Menu bug – is Safari too fast?

Let me say, before I talk about the recent Safari problem I found, that I am a huge fan of animating drop down menu’s in CSS3 and not relying on javascript.

However,  historically, before CSS3 my preferred method of drop menus was using the famous Suckerfish technique. However good old IE6 caused issues with this so instead of using the javascript mentioned in the above Suckerfish method, I tended to use the Superfish javascript file, because it was integrated with jQuery and was just easier to include in my Jojo themes. In fact it was just a case of inserting my code snippet into the customhead.tpl file and all done.

On a side note the first time I did this, I only loaded the javascript on IE6. You know, why load something if you don’t need it. Well wouldn’t you know it, the client wanted to know why Firefox didn’t animate the menu like IE did. I now just load it always.

Anyway, back to the point of the post. I have just had my first occasion of having a problem with this way of working in Safari 5, no less. So lets explain the problem.

I had a website that would load it’s horizontal menu fine however if you selected one of the children in one of the drop down menu’s then in Safari 5 (I didn’t test earlier versions), it would render some of the parent top level menu items with no width.

Interestingly, if you just refreshed it fixed it straight away. Still, not a good look.

The solution

So lets cut this long story short. I followed the HTML5 boiler plate example and moved the links to the javascript and the obviously the javascript that calls the menu, to the bottom of the page. Easy as that.

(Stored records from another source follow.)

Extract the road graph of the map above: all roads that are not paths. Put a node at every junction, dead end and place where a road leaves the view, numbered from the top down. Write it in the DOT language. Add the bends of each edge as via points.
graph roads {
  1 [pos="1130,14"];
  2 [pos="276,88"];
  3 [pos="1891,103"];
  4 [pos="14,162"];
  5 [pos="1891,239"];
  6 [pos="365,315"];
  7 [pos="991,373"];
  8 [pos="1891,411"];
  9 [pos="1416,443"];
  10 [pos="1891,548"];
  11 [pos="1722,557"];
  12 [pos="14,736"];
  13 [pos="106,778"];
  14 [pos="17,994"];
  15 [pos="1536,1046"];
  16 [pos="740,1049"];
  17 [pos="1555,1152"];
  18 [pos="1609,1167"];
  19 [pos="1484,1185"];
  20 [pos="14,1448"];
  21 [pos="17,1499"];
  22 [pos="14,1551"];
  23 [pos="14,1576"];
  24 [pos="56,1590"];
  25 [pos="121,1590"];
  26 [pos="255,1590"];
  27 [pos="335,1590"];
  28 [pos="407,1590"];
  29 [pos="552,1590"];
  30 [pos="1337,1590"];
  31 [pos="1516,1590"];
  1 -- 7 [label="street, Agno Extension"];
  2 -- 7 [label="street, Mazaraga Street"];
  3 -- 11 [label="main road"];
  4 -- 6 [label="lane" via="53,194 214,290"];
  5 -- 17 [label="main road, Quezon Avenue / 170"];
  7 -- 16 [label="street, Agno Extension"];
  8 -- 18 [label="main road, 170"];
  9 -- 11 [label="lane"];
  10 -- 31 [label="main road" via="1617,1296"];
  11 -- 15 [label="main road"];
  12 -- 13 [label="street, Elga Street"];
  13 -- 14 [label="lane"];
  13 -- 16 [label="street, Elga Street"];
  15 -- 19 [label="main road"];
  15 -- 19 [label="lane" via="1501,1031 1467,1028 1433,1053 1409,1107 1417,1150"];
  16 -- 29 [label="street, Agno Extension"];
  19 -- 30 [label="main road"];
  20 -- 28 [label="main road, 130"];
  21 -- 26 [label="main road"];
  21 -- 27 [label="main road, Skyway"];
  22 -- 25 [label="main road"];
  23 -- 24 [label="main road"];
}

So with very limited (almost none) amount of research and testing on this, my guess is that processing of the javascript before the content and CSS has fully rendered is what caused this. Interestingly Chrome didn’t have the issue, so I ask you, is this a purely speed thing? Is Safari starting to get too fast for itself? Or is this the future of web development and we do now need to start paying more attention to loading the javascript last when doing progressive enhancement?